Ohio’s $1 million lottery for vaccinated adults comes amid lawmakers coming up with creative ways to incentivize their constituents to get vaccinated against COVID-19 as vaccination rates in the country have steadily declined.

Compared to mid-April when the U.S. averaged 3.38 million doses administered per day across a week, the current seven-day average is 2.19 million doses per day, according to CDC data.

The federal government has begun searching for ways to vaccinate the rest of the country’s adult population, as the pace of vaccinations decreases.

Last week, President Biden announced that the administration is shifting its vaccination campaign strategy to focus on getting the shots to younger people, convincing the vaccine-hesitant, and making vaccine access easier for those in hard-to-reach areas and communities.

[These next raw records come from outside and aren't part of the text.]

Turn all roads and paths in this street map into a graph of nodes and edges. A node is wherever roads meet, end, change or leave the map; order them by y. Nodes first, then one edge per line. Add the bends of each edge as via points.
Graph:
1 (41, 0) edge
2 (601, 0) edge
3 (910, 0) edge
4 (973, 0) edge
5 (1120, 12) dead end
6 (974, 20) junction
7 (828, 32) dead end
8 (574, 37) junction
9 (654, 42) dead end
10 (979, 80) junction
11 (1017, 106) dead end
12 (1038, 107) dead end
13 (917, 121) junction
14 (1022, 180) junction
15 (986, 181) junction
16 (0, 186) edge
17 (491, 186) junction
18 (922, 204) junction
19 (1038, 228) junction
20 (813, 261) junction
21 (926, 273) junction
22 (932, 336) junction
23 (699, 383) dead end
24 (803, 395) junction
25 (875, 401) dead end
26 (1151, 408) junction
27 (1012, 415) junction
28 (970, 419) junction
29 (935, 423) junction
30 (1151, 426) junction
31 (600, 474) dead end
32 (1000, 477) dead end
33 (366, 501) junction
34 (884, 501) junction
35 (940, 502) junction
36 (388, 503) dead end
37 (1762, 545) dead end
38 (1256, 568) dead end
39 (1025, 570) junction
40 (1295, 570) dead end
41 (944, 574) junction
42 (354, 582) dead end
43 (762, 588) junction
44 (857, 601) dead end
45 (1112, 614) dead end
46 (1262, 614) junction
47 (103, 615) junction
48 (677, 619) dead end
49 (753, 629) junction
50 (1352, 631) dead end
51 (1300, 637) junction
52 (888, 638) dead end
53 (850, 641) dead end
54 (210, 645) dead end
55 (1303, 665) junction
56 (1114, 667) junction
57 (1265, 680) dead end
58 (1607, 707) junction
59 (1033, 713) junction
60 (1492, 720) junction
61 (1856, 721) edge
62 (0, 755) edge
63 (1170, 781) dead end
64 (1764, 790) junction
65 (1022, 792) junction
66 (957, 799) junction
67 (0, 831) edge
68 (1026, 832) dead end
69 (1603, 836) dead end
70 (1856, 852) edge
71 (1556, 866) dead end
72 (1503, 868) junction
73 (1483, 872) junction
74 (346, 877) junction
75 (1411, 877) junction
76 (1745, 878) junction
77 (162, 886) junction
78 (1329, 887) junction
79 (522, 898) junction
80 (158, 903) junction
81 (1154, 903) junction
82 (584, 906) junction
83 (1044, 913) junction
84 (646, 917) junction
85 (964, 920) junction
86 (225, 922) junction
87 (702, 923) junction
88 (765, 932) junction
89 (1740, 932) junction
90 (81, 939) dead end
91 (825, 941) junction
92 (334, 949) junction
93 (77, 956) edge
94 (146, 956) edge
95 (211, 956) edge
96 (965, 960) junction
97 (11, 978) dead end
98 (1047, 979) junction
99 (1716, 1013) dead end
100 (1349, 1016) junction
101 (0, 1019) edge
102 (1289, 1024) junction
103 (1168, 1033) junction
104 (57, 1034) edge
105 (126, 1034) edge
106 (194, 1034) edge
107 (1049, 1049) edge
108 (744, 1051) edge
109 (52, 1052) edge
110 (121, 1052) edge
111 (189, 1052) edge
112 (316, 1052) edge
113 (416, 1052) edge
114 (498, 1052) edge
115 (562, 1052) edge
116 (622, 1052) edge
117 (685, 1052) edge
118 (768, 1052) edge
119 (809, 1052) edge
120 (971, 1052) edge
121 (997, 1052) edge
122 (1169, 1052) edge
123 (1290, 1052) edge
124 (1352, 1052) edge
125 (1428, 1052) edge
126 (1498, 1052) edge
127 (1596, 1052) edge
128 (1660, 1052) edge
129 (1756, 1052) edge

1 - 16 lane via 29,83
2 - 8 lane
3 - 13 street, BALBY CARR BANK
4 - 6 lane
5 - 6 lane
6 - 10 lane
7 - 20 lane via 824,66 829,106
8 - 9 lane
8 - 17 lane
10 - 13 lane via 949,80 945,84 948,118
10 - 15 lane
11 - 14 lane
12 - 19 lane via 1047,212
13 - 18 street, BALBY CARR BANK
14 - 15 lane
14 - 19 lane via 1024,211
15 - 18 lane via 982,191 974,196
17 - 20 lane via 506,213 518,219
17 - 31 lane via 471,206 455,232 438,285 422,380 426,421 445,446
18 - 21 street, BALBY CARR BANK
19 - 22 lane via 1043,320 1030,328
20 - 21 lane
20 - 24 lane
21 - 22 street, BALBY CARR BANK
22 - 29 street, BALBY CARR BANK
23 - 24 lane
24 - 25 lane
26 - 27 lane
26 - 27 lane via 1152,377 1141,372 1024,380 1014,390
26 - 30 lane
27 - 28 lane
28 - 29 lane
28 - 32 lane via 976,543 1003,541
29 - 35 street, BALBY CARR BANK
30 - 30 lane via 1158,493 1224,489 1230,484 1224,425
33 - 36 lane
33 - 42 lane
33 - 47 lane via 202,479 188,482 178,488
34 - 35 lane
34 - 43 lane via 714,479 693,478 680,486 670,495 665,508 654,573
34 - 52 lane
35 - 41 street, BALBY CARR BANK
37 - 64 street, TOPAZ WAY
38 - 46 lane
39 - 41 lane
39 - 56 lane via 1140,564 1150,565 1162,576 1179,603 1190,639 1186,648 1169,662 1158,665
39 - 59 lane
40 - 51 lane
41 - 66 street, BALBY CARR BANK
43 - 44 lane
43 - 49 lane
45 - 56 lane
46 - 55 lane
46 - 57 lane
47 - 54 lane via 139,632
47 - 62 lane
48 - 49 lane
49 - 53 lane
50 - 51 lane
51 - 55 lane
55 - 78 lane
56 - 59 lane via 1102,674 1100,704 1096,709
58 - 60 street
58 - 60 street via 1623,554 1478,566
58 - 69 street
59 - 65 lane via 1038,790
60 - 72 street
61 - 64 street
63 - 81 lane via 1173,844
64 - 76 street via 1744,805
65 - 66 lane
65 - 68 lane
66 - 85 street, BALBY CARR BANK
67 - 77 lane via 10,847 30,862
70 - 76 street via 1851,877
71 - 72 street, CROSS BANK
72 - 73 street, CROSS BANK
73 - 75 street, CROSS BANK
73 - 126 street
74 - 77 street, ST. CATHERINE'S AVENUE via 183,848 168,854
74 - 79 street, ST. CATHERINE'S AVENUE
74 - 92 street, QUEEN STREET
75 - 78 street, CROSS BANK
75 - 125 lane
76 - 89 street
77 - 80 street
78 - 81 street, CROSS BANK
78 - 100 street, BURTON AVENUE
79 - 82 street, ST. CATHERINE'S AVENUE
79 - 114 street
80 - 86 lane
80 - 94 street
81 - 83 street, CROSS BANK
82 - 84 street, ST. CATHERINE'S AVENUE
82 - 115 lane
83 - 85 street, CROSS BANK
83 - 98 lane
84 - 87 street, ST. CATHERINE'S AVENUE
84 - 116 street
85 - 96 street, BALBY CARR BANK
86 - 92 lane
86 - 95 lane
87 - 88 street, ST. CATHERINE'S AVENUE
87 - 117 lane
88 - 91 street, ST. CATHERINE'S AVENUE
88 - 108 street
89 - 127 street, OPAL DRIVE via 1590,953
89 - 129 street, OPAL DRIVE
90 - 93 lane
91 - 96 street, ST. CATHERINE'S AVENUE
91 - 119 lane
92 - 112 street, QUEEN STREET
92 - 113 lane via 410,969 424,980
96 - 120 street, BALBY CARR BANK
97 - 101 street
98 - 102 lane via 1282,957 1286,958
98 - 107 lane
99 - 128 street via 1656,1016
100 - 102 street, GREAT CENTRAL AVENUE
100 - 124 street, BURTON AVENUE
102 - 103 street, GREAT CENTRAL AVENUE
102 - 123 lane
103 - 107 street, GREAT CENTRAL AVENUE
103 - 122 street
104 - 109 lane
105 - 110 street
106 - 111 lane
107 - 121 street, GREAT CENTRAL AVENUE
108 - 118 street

“Soon, we’ll have reached the adults most eager to get vaccinated, and this effort will shift to a new phase,” Biden said.

West Virginia Gov. Jim Justice (R) announced last month that the state will offer young people a $100 savings bond to get vaccinated against COVID-19.

Justice said he plans to use a small part of the state’s anticipated $2 billion in federal pandemic funding for testing, protective equipment and economic relief, to pay people to get shots in their arms to protect against COVID-19 as vaccine hesitancy looms large.

“It would be such a drop in the bucket compared to the ungodly amount of money we’re spending right now,” Justice said during an interview with The Washington Post last month.

Recent polling has shown that conservative men, many of whom are supporters of former President Trump, are among the least likely Americans to get the shot.

Senate Minority Leader Mitch McConnell (R-KY) has been outspoken about his concerns surrounding COVID-19 vaccine hesitancy, especially among supporters of Trump.

In response to polls showing significant vaccine hesitancy among Republicans, especially men, McConnell last month urged the group to put aside its reservations so that the public can move on from the pandemic.

“I’m a Republican man and I want to say to everyone, we need to take this vaccine,” McConnell said last month during a press conference in Lexington, Kentucky. “These reservations need to be put aside because the only way, I think, we get to finally put this pandemic in the rearview mirror is with herd immunity.”